Court Opinion

ID: 9754494
Source: CourtListenerOpinion
Date Created: 2023-08-28 20:02:39.206164+00
Date Added: 2024-06-11T07:27:54.148558
License: Public Domain

NIX, Chief Justice,
concurring and dissenting.
I agree that a finding of murder in the first degree on this record was entirely appropriate and that verdict is properly sustained. I do not agree with the affirmance of the sentence of death in this case. Whether under the standard for testing the effectiveness of counsel in this *514Commonwealth as set forth in Strickland v. Washington, 466 U.S. 668, 104 S.Ct. 2052, 80 L.Ed.2d 674 (1984) (which I believe to be more appropriate), or under Commonwealth ex rel. Washington v. Maroney, 427 Pa. 599, 235 A.2d 349 (1967) (which had been the test in this jurisdiction), I am of the view that counsel’s failure to object to the line of questioning by the prosecution during the sentencing hearing, see majority opinion at 838-839, constitutes ineffective assistance.
The thrust of this questioning was to demonstrate the appellant was beyond rehabilitation. The Commonwealth in its argument in support of the death sentence, which is set forth by the majority, slip op. at 26, used the testimony elicited from this questioning as its basis.

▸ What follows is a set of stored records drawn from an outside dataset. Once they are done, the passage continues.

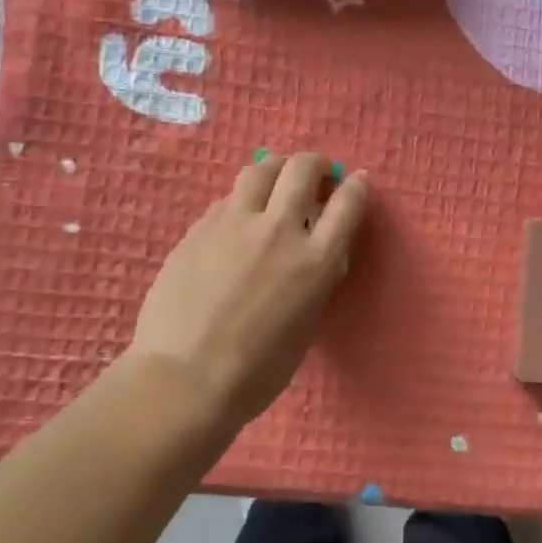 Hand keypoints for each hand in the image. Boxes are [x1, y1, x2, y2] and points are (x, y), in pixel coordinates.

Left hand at [126, 153, 368, 437]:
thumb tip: (324, 255)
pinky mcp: (199, 229)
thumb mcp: (308, 324)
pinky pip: (228, 199)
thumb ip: (319, 281)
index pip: (347, 203)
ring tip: (278, 180)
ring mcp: (234, 224)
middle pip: (302, 169)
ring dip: (277, 169)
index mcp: (315, 260)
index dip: (356, 186)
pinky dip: (244, 199)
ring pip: (260, 170)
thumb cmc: (258, 369)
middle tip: (318, 173)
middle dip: (317, 164)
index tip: (356, 181)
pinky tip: (240, 219)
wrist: (184, 378)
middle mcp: (279, 229)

Such a conclusion is of vital significance for a determination as to whether the life or death sentence should be imposed. The majority concedes that an objection should have been made but regrettably fails to recognize the impact this testimony had on a possible finding of a mitigating circumstance. I believe that this dereliction requires this Court to either vacate the death sentence and impose a sentence of life or at the very least remand the cause for a new sentencing hearing with competent counsel.1 It may very well have been that if this line of questioning had been forestalled by an alert counsel’s objection, “... the decision reached would reasonably likely have been different ...” as to the finding of no mitigating circumstance.2 Strickland v. Washington, supra 466 U.S. at 696, 104 S.Ct. at 2069.

. Although section 9711(h)(2) could be interpreted to foreclose the alternative of remanding for a new sentencing hearing, I do not believe that such a result is necessarily mandated. In any event, the instant sentence of death should be vacated.

. The egregiousness of this error is exacerbated by the fact that three aggravating circumstances were permitted to be argued to the jury when only one was justified under the evidence. Even though the jury discarded one of the improper aggravating circumstances and the majority now acknowledges the invalidity of the other, the jury was improperly given a distorted view of the heinousness of the crime. While this record would justify a death sentence, the result should not be obtained through a distortion of the record.